> **Saved entries**:
>>>
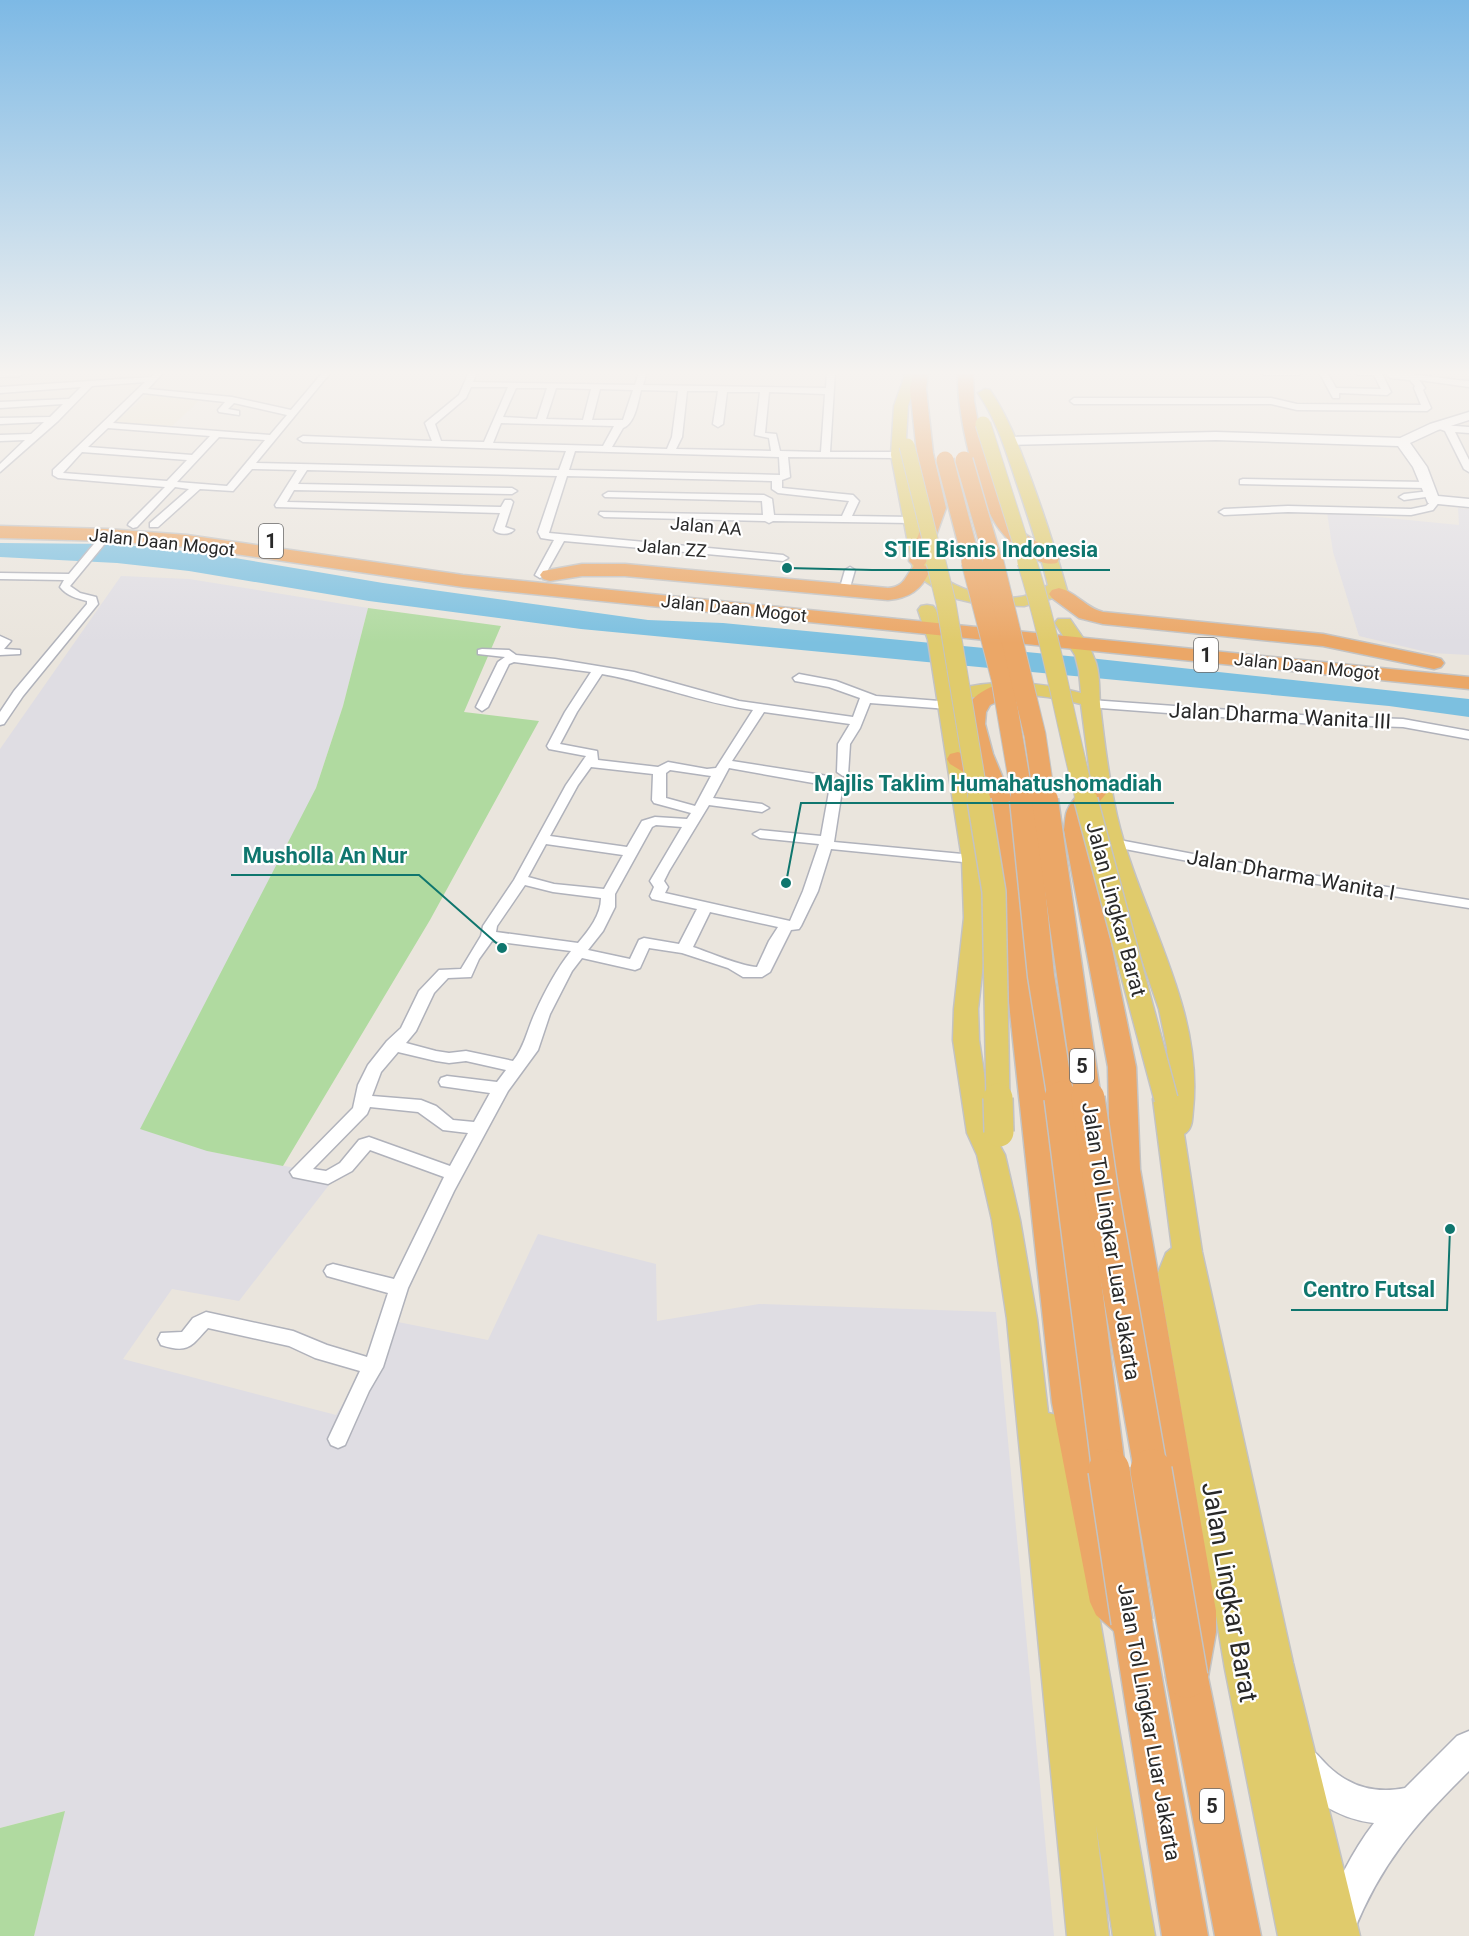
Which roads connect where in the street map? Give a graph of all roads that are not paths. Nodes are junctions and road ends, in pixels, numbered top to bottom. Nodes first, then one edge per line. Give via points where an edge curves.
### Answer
1 (66, 462) edge
2 (190, 462) edge
3 (252, 462) edge
4 (566, 462) edge
5 (781, 462) edge
6 (904, 462) edge
7 (905, 462) edge
8 (928, 462) edge
9 (950, 462) edge
10 (952, 462) edge
11 (981, 462) edge
12 (995, 462) edge
13 (1016, 462) edge
14 (1416, 462) edge
15 (249, 466) junction
16 (304, 467) junction
17 (520, 472) junction
18 (562, 474) junction
19 (612, 476) junction
20 (777, 478) junction
21 (1243, 482) dead end
22 (1322, 483) junction
23 (170, 485) junction
24 (197, 487) junction
25 (292, 487) junction
26 (1429, 489) junction
27 (512, 491) junction
28 (608, 495) junction
29 (1404, 497) dead end
30 (1469, 503) edge
31 (1304, 509) junction
32 (505, 510) junction
33 (1224, 512) dead end
34 (847, 517) junction
35 (0, 520) edge
36 (769, 520) junction
37 (912, 520) junction
38 (133, 525) junction
39 (154, 525) junction
40 (600, 527) junction
41 (742, 529) dead end
42 (509, 530) dead end
43 (761, 530) dead end
44 (0, 532) edge
45 (103, 539) junction
46 (560, 539) junction
47 (783, 558) dead end
48 (1050, 559) junction
49 (919, 565) junction
50 (850, 570) dead end
51 (545, 575) junction
52 (0, 576) edge
53 (67, 582) junction
54 (0, 586) edge
55 (844, 591) junction
56 (1057, 591) junction
57 (931, 622) junction
58 (1072, 636) junction
59 (1294, 637) junction
60 (0, 639) edge
61 (1262, 644) junction
62 (0, 646) edge
63 (0, 652) edge
64 (16, 652) dead end
65 (482, 652) dead end
66 (513, 658) junction
67 (1434, 663) junction
68 (1469, 666) edge
69 (598, 670) junction
70 (799, 678) dead end
71 (1469, 683) edge
72 (1010, 687) junction
73 (1091, 696) junction
74 (871, 698) junction
75 (947, 701) junction
76 (482, 707) dead end
77 (761, 708) junction
78 (0, 721) edge
79 (856, 721) junction
80 (1469, 735) edge
81 (958, 759) junction
82 (591, 762) junction
83 (722, 767) junction
84 (660, 771) junction
85 (843, 772) dead end
86 (998, 794) junction
87 (1092, 795) junction
88 (762, 808) dead end
89 (698, 812) junction
90 (759, 834) dead end
91 (542, 839) junction
92 (828, 843) junction
93 (1114, 843) junction
94 (632, 852) junction
95 (973, 859) junction
96 (521, 880) junction
97 (608, 894) junction
98 (1469, 904) edge
99 (706, 906) junction
100 (787, 925) junction
101 (488, 936) junction
102 (684, 949) junction
103 (580, 950) junction
104 (393, 1045) junction
105 (517, 1067) junction
106 (447, 1082) dead end
107 (501, 1088) junction
108 (363, 1101) junction
109 (479, 1128) junction
110 (995, 1143) junction
111 (1173, 1149) junction
112 (455, 1174) junction
113 (1183, 1255) junction
114 (333, 1271) dead end
115 (399, 1288) junction
116 (1022, 1324) junction
117 (168, 1339) dead end
118 (373, 1367) junction
119 (338, 1439) dead end
120 (1132, 1622) junction
121 (1187, 1677) junction
122 (1469, 1748) edge
123 (1296, 1750) junction
124 (1412, 1804) junction
125 (1338, 1932) edge
126 (1088, 1936) edge
127 (1134, 1936) edge
128 (1185, 1936) edge
129 (1238, 1936) edge
130 (1299, 1936) edge

1 - 23 street via 58,475
2 - 23 street
3 - 15 street
4 - 18 street
5 - 20 street via 785,477
6 - 37 main road
7 - 110 main road, bridge via 946,603 994,892
8 - 49 highway via 937,508
9 - 120 highway, Jalan Tol Lingkar Luar Jakarta / 5, bridge via 1002,679 1023,803 1041,976
10 - 121 highway, Jalan Tol Lingkar Luar Jakarta / 5, bridge via 1003,595 1035,735 1101,1187
11 - 48 highway via 1003,521 1016,536
12 - 111 main road, Jalan Lingkar Barat, bridge via 1044,616 1072,749 1166,1099
13 - 48 main road, Jalan Lingkar Barat
14 - 26 street
15 - 16 street
15 - 24 street via 230,489
16 - 17 street
16 - 25 street
17 - 18 street
17 - 27 street
18 - 19 street
18 - 46 street via 543,534
19 - 20 street
19 - 28 street
20 - 34 street via 777,489 781,491 850,497 854,501
21 - 22 street
22 - 26 street
22 - 31 street via 1295,488 1298,505
23 - 24 street
23 - 38 street
24 - 39 street
25 - 27 street
25 - 32 street via 280,505
26 - 29 street
26 - 30 street
26 - 31 street via 1429,508 1411,512
27 - 32 street
28 - 36 street via 766,499
28 - 40 street
31 - 33 street
32 - 42 street via 499,530
34 - 36 street, Jalan AA
34 - 37 street, Jalan AA
35 - 38 highway, Jalan Daan Mogot / 1
36 - 40 street
36 - 43 street, Jalan AA
37 - 49 main road
38 - 39 highway, Jalan Daan Mogot / 1
39 - 51 highway, Jalan Daan Mogot / 1 via 356,554
40 - 41 street, Jalan AA
40 - 46 street, Jalan ZZ
40 - 47 street, Jalan ZZ
44 - 45 highway, Jalan Daan Mogot / 1
45 - 53 street
45 - 57 highway, Jalan Daan Mogot / 1 via 188,542 463,581
46 - 51 street
48 - 56 main road, Jalan Lingkar Barat
49 - 55 highway via 914,585 902,592
49 - 56 main road via 959,594 988,600 1031,599
50 - 55 street
51 - 55 highway via 626,570
51 - 57 highway, Jalan Daan Mogot / 1 via 663,584
52 - 53 street
53 - 54 street
53 - 78 street via 76,596 92,599 93,604
56 - 59 highway via 1086,614 1103,618
57 - 58 highway, Jalan Daan Mogot / 1
57 - 75 main road
58 - 61 highway, Jalan Daan Mogot / 1
58 - 71 highway, Jalan Daan Mogot / 1
58 - 73 main road, Jalan Lingkar Barat
59 - 61 highway
59 - 67 highway
60 - 62 street via 5,641
61 - 67 highway, Jalan Daan Mogot / 1
63 - 64 street
65 - 66 street via 509,653
66 - 69 street
66 - 76 street via 504,662
67 - 68 highway, Jalan Daan Mogot / 1
69 - 77 street
69 - 82 street via 553,746 593,754
70 - 74 street via 832,684
72 - 73 main road
72 - 75 main road via 966,692
72 - 86 highway via 988,696 975,709 984,763
73 - 80 street, Jalan Dharma Wanita III via 1315,720 1403,723
73 - 87 main road, Jalan Lingkar Barat
74 - 75 street
74 - 79 street via 863,703
75 - 81 main road
77 - 79 street
77 - 83 street via 745,725
79 - 85 street via 844,744
81 - 86 highway
81 - 95 main road
82 - 84 street
82 - 91 street via 572,785
83 - 84 street via 707,773 668,766
83 - 89 street
83 - 92 street via 835,782
84 - 89 street via 659,800
86 - 120 highway via 1070,1403 1107,1592 1110,1602
87 - 93 main road, Jalan Lingkar Barat
87 - 121 highway via 1079,811 1076,830 1122,1067 1125,1169 1196,1611
88 - 89 street
89 - 94 street via 650,822
89 - 99 street via 667,859 658,880 657,896
90 - 92 street
91 - 94 street
91 - 96 street
92 - 95 street
92 - 100 street via 811,895 794,926
93 - 98 street, Jalan Dharma Wanita I
93 - 111 main road, Jalan Lingkar Barat via 1177,1026 1183,1083
94 - 97 street
95 - 110 main road via 976,918 965,1022 980,1133
96 - 97 street
96 - 101 street via 490,926
97 - 103 street via 608,907 597,931
99 - 100 street
99 - 102 street
100 - 102 street via 760,973 743,972
101 - 103 street
101 - 104 street via 466,974 444,973 427,991 408,1030
102 - 103 street via 644,943 635,964
103 - 105 street via 565,969 542,1014 530,1050
104 - 105 street via 436,1056 466,1056
104 - 108 street via 366,1085
105 - 107 street
106 - 107 street
107 - 109 street
108 - 109 street via 421,1106 449,1126
108 - 112 street via 361,1110 299,1172 328,1178 346,1167 369,1143
109 - 112 street
110 - 116 main road
111 - 113 main road, Jalan Lingkar Barat
112 - 115 street
113 - 123 main road, Jalan Lingkar Barat
113 - 130 main road, Jalan Lingkar Barat via 1176,1261 1173,1273 1243,1669
114 - 115 street
115 - 118 street
116 - 126 main road
116 - 127 main road via 1039,1363
117 - 118 street via 187,1340 206,1320 293,1339
118 - 119 street
120 - 128 highway, Jalan Tol Lingkar Luar Jakarta / 5
121 - 129 highway, Jalan Tol Lingkar Luar Jakarta / 5
122 - 124 street
123 - 124 street via 1309,1770 1348,1800 1392,1809
123 - 125 main road, Jalan Lingkar Barat
124 - 125 street via 1350,1890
<<<
> **PROBLEM TO SOLVE**:
Say the number of lines above that include "Jakarta", and only that.

> **SOLVED PROBLEM**:
4